**** Data provided

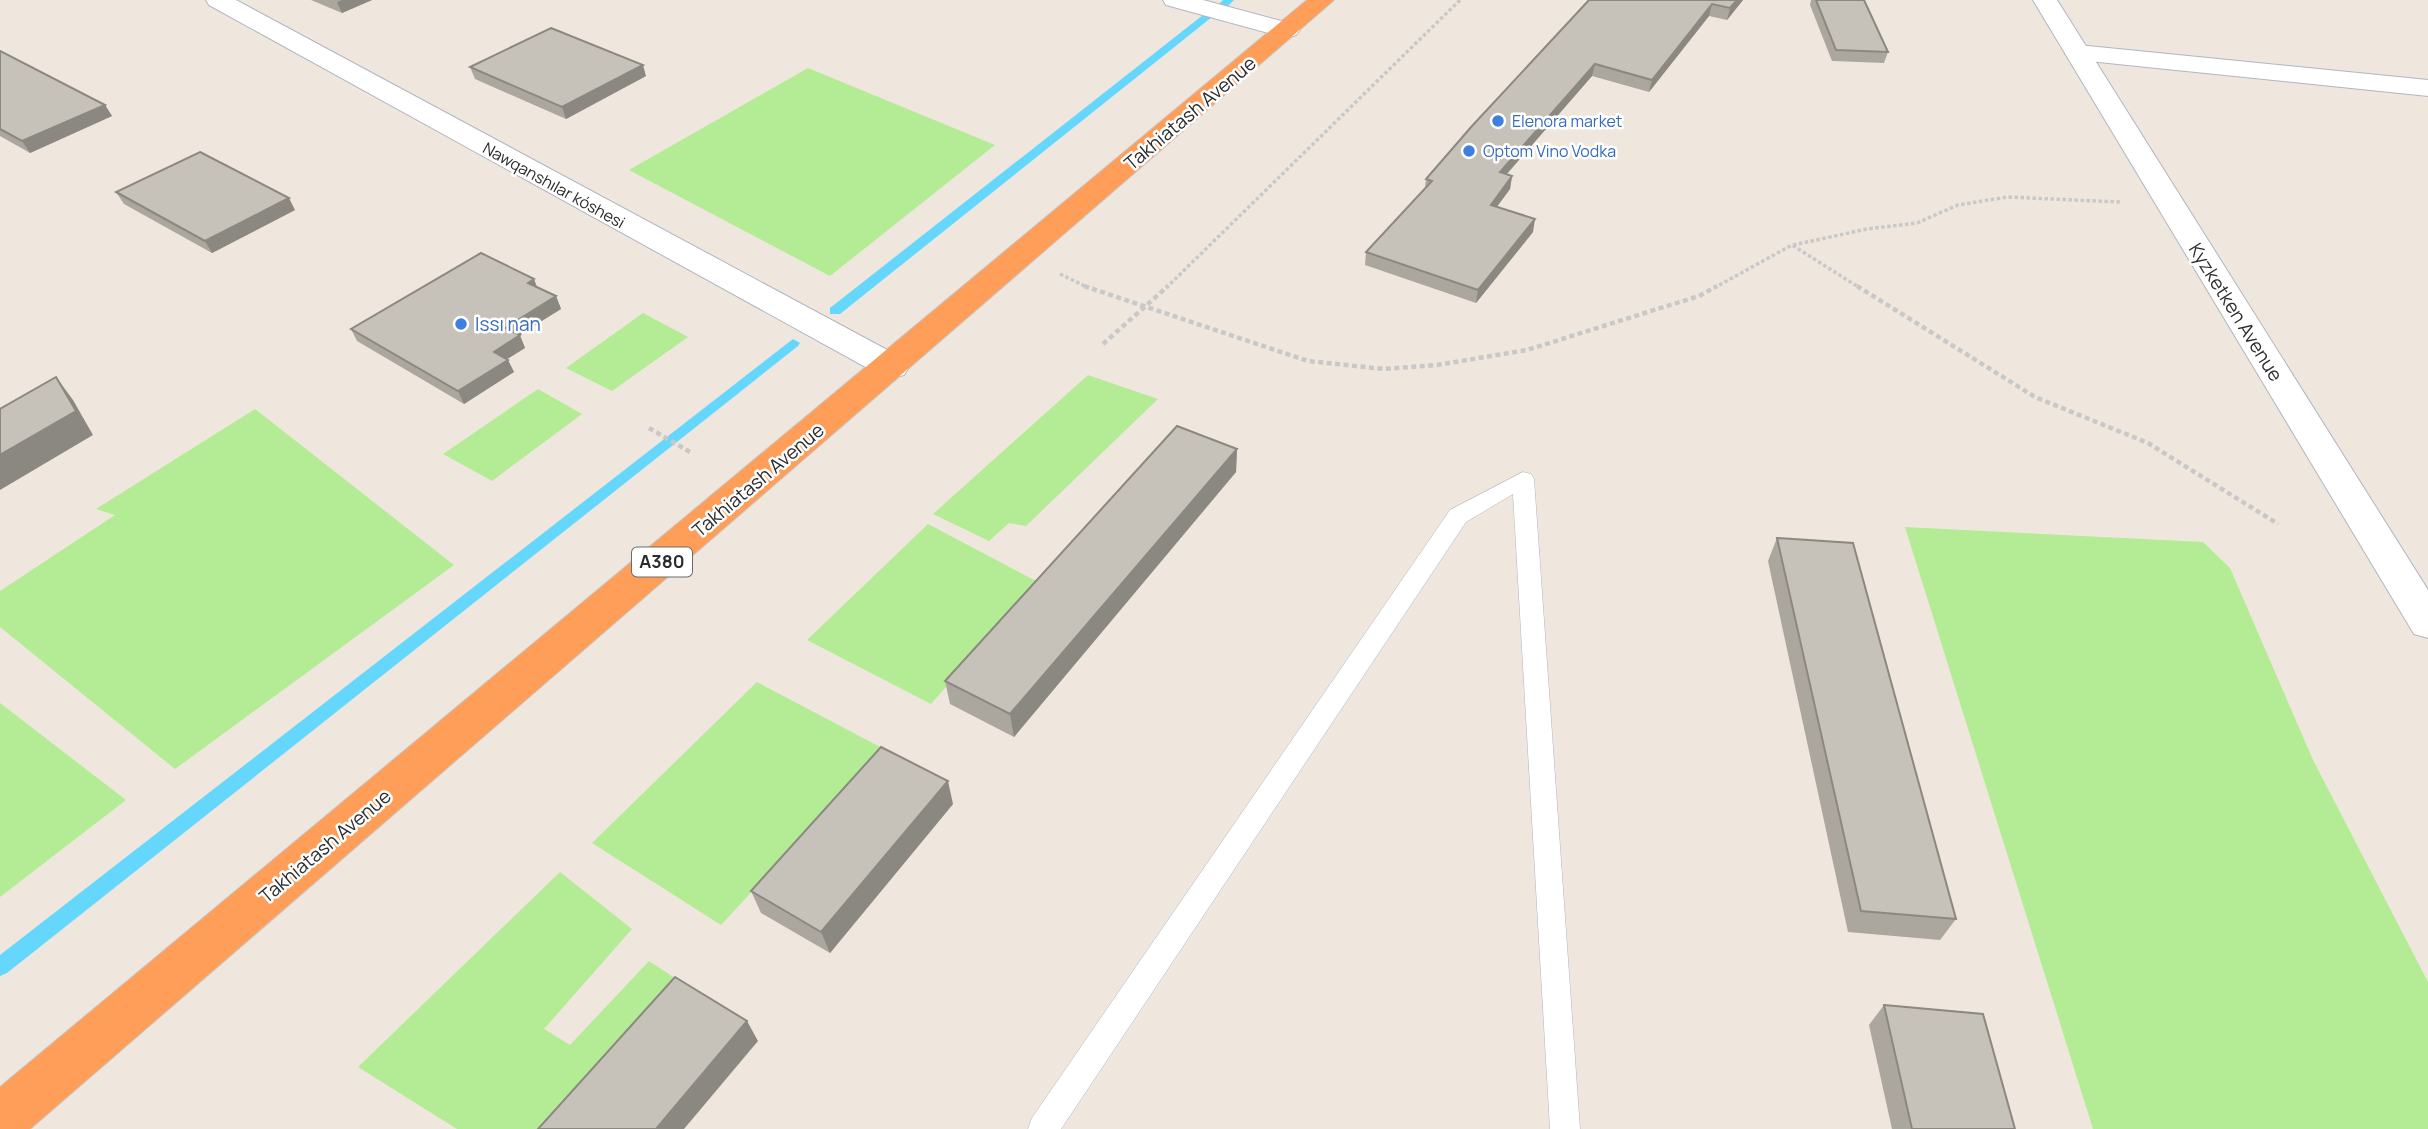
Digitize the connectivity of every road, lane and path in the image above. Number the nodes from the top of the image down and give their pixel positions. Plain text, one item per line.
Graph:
1 (218, 0) edge
2 (1175, 0) edge
3 (1322, 0) edge
4 (1460, 0) edge
5 (2045, 0) edge
6 (1287, 30) junction
7 (2077, 53) junction
8 (2428, 88) edge
9 (2170, 204) junction
10 (1792, 245) junction
11 (1021, 256) junction
12 (1147, 306) junction
13 (1103, 344) dead end
14 (892, 367) junction
15 (649, 428) dead end
16 (690, 452) dead end
17 (2278, 524) dead end
18 (2428, 623) edge
19 (0, 1121) edge
20 (1043, 1129) edge
21 (1566, 1129) edge

1 - 14 street, Nawqanshılar kóshesi
2 - 6 street
3 - 6 highway, Takhiatash Avenue / A380
4 - 12 path
5 - 7 street, Kyzketken Avenue
6 - 11 highway, Takhiatash Avenue / A380
7 - 8 street
7 - 9 street, Kyzketken Avenue
9 - 10 path
9 - 18 street, Kyzketken Avenue
10 - 12 path
10 - 17 path
11 - 12 path
11 - 14 highway, Takhiatash Avenue / A380
12 - 13 path
14 - 19 highway, Takhiatash Avenue / A380
15 - 16 path
20 - 21 lane

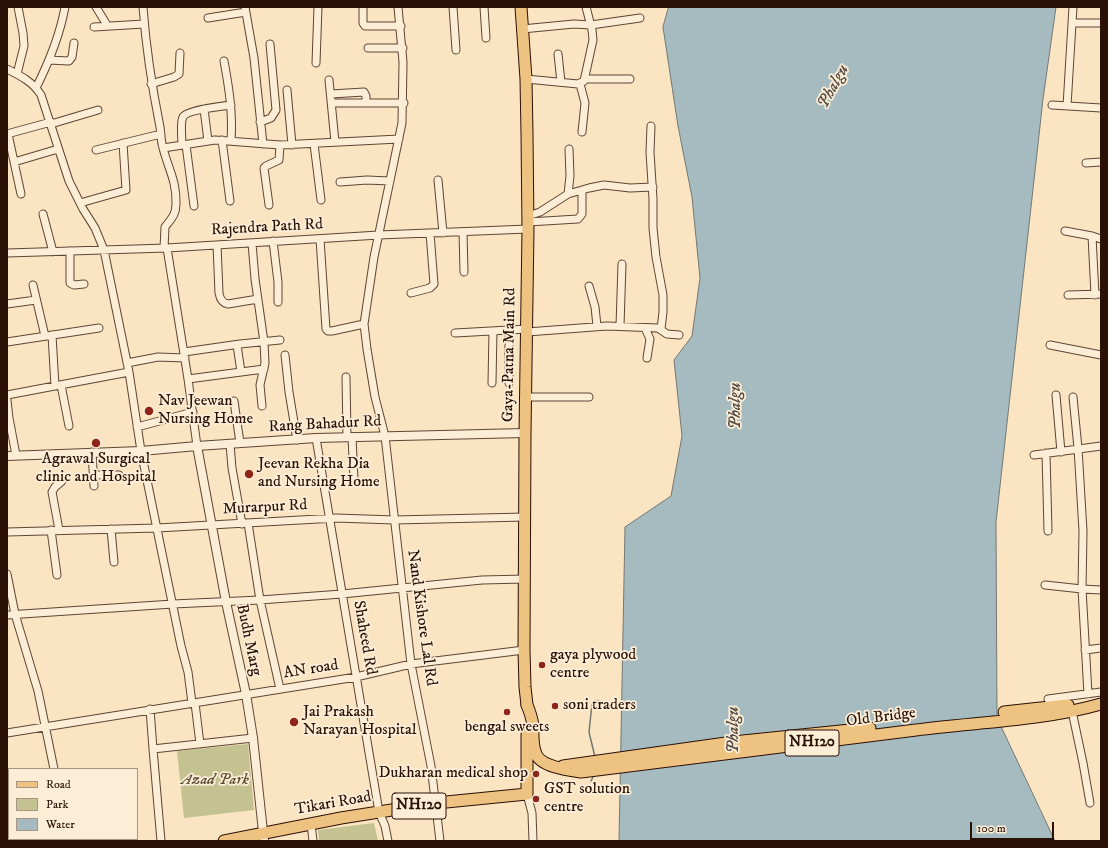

********

## Work to be completed
Print verbatim every line above, apart from the pictures.

## Exercise answer
Digitize the connectivity of every road, lane and path in the image above. Number the nodes from the top of the image down and give their pixel positions. Plain text, one item per line.
Graph:
1 (218, 0) edge
2 (1175, 0) edge
3 (1322, 0) edge
4 (1460, 0) edge
5 (2045, 0) edge
6 (1287, 30) junction
7 (2077, 53) junction
8 (2428, 88) edge
9 (2170, 204) junction
10 (1792, 245) junction
11 (1021, 256) junction
12 (1147, 306) junction
13 (1103, 344) dead end
14 (892, 367) junction
15 (649, 428) dead end
16 (690, 452) dead end
17 (2278, 524) dead end
18 (2428, 623) edge
19 (0, 1121) edge
20 (1043, 1129) edge
21 (1566, 1129) edge

1 - 14 street, Nawqanshılar kóshesi
2 - 6 street
3 - 6 highway, Takhiatash Avenue / A380
4 - 12 path
5 - 7 street, Kyzketken Avenue
6 - 11 highway, Takhiatash Avenue / A380
7 - 8 street
7 - 9 street, Kyzketken Avenue
9 - 10 path
9 - 18 street, Kyzketken Avenue
10 - 12 path
10 - 17 path
11 - 12 path
11 - 14 highway, Takhiatash Avenue / A380
12 - 13 path
14 - 19 highway, Takhiatash Avenue / A380
15 - 16 path
20 - 21 lane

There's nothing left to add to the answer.